This compound, which corresponds to
the 337.25 m/z band (Fig. 3B), exhibited a modest increment upon UDCA infusion. The instability of GSNO under MS conditions might explain why this band is not predominant in the spectrum. However, FK228 in vitro as shown in Fig. 3B, the relative intensity of a 319.24 m/z band (seemingly corresponding to dehydrated GSNO) was manifestly higher in UDCA-stimulated bile versus basal bile. These data support the concept that UDCA infusion induces an increase of GSNO in bile. We also assessed the involvement of glutathione in the transport of NO to bile by determining biliary NO in rats after depleting their livers of glutathione with BSO. As we previously reported,26 UDCA increased hepatic glutathione levels in normal rats (Fig. 4A). However, in rats that received BSO, liver glutathione was markedly reduced, regardless of UDCA administration (Fig. 4A). An analysis of UDCA in bile from UDCA-infused normal rats and BSO-treated rats showed that biliary UDCA secretion was similar in both situations (Supporting Fig. 2), and this indicates
that the secretion of UDCA to bile is not prevented in the absence of glutathione. In contrast, the secretion of NO species after UDCA infusion does depend on glutathione, as it was virtually abolished in BSO-treated animals (Fig. 4B), even though their hepatic NOS activity was increased IWR-1 to levels similar to those found in UDCA-infused normal rats (data not shown). These findings are consistent with the notion that glutathione has a major role as a carrier for the transport of NO to bile. Glutathione and glutathione conjugates are known to be secreted at the canaliculi through the ABCC/Mrp2 pump. Therefore, we performed UDCA infusion experiments in TR− rats, which exhibit defective canalicular transport of those
compounds because of an ABCC2 mutation.27 In these animals, the levels of biliary glutathione fall 3 logs with respect to normal values, but the compound is still secreted to bile in the micromolar range.28 As shown in Fig. 5A,B, UDCA-infused TR− rats exhibited a significant decrease in both the concentration and biliary output of NO species in comparison with UDCA-infused normal rats.
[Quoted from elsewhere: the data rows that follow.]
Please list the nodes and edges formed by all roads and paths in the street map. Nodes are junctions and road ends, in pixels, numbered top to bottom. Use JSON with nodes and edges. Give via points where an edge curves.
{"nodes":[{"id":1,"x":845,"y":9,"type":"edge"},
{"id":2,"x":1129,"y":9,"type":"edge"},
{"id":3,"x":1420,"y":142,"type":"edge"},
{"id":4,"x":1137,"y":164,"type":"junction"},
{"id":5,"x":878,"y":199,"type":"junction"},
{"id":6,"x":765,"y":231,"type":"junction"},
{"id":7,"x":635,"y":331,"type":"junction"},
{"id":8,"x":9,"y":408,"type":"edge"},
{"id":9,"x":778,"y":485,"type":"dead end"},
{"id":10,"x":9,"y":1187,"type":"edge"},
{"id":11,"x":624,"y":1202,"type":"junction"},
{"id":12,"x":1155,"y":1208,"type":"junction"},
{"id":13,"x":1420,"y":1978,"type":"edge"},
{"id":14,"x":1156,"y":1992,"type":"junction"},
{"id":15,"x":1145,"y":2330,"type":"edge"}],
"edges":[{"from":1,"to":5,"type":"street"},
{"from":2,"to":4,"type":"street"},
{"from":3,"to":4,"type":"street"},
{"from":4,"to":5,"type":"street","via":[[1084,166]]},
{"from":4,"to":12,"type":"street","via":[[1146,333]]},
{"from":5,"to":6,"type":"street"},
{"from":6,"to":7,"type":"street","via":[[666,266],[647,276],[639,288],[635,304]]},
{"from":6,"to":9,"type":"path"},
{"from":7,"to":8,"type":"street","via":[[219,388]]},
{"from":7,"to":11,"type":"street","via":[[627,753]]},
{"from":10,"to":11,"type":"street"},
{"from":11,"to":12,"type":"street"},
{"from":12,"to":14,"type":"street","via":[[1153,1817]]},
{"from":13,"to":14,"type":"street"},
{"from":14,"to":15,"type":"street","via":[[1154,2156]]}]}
The increment in biliary NO secretion upon UDCA infusion in TR− rats was less than half of that observed in normal animals 上海皓元 (P < 0.05; see the inset in Fig. 5B). In the mutant rats, the levels of both total SNOs and LMw-SNOs increased after UDCA administration, but the values were about one-third of those observed in UDCA-treated normal rats (Supporting Fig. 3). These findings indicate that the glutathione carrier ABCC2/Mrp2 contributes at least partially to biliary NO secretion and provide further support for a role of glutathione as a vehicle for the transport of NO along the biliary tree. To determine whether GSNO could play a role in stimulating ductal secretion in vivo, we performed a retrograde infusion of 150 μL of 250 μM GSNO through the common bile duct in the isPRL model.